[THE DATA — start]
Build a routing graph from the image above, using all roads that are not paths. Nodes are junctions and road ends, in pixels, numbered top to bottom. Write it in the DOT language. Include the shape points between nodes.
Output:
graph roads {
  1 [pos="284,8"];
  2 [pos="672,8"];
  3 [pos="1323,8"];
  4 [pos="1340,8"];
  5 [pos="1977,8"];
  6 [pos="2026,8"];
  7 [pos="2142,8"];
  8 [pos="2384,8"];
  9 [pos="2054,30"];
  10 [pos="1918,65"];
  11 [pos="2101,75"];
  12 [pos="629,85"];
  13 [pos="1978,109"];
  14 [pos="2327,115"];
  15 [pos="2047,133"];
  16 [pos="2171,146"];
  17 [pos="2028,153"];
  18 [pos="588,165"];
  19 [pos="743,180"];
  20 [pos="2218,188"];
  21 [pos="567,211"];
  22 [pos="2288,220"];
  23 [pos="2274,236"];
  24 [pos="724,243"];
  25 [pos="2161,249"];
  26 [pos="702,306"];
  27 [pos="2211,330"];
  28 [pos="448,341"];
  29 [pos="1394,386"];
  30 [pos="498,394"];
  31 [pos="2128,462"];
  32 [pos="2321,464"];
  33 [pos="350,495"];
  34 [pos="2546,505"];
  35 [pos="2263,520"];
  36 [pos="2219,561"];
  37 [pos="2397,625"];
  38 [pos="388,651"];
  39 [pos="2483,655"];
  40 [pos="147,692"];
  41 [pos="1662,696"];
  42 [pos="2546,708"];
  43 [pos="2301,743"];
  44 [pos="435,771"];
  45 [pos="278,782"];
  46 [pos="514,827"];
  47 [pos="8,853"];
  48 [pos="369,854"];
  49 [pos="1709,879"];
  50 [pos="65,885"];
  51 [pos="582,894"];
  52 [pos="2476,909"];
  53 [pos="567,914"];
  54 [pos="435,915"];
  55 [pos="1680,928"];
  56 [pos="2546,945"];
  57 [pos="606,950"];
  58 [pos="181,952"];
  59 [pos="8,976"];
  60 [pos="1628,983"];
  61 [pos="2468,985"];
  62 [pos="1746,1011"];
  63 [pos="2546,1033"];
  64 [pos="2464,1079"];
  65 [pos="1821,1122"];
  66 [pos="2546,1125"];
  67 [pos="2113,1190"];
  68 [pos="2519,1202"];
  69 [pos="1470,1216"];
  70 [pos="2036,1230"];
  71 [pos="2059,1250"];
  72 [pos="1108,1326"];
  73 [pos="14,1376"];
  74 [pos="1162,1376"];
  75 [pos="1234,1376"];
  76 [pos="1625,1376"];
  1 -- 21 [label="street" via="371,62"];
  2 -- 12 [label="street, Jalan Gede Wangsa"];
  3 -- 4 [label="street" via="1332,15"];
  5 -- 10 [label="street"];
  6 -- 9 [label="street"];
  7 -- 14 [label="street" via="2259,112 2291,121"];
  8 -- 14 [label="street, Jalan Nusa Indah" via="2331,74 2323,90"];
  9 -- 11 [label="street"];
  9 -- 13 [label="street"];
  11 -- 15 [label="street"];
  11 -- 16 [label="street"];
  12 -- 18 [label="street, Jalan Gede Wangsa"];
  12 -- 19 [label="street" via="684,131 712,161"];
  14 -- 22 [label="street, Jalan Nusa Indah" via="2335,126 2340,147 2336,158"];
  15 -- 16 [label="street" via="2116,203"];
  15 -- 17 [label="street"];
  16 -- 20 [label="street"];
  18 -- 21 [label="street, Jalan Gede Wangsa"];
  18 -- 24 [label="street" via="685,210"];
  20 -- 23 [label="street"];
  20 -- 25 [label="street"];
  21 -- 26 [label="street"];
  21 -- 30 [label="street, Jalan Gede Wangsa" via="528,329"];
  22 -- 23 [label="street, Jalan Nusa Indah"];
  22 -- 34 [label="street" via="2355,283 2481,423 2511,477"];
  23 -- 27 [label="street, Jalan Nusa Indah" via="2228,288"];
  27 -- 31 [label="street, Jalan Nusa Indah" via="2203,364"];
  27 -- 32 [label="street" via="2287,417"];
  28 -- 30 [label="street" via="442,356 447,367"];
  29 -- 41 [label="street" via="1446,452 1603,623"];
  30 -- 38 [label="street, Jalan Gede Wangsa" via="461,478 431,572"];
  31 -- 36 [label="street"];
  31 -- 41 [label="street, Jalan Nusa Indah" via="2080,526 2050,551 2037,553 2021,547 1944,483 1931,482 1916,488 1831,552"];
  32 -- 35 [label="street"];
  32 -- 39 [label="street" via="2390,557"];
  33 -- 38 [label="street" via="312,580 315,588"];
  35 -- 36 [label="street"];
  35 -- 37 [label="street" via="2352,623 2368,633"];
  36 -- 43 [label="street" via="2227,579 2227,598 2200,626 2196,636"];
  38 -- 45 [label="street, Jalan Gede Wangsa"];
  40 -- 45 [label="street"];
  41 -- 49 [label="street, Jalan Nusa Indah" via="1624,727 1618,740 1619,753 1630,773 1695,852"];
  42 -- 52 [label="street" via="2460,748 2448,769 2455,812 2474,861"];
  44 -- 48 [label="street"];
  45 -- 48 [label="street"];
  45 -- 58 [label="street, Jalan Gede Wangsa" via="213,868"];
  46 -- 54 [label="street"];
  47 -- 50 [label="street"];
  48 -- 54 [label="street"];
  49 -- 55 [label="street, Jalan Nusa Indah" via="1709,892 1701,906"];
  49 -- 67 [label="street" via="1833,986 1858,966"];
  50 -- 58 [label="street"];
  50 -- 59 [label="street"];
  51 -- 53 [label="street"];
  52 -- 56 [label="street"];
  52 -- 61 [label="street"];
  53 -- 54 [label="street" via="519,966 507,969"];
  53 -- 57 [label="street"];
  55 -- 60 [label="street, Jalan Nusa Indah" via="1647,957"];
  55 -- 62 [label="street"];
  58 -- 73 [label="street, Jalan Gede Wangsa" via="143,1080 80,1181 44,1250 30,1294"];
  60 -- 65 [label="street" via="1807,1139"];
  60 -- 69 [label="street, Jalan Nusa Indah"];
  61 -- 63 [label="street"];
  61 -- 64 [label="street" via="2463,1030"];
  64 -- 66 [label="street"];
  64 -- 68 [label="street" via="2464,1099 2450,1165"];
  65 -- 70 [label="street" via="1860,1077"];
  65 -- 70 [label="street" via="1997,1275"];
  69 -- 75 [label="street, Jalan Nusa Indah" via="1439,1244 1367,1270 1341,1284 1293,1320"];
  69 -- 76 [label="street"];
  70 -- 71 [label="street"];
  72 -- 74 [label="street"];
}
[THE DATA — finish]
* GOAL OF THE EXERCISE *
State the number of lines in the records that include the word "graph", and add nothing to it.

* ANSWER TO THE PROBLEM *
2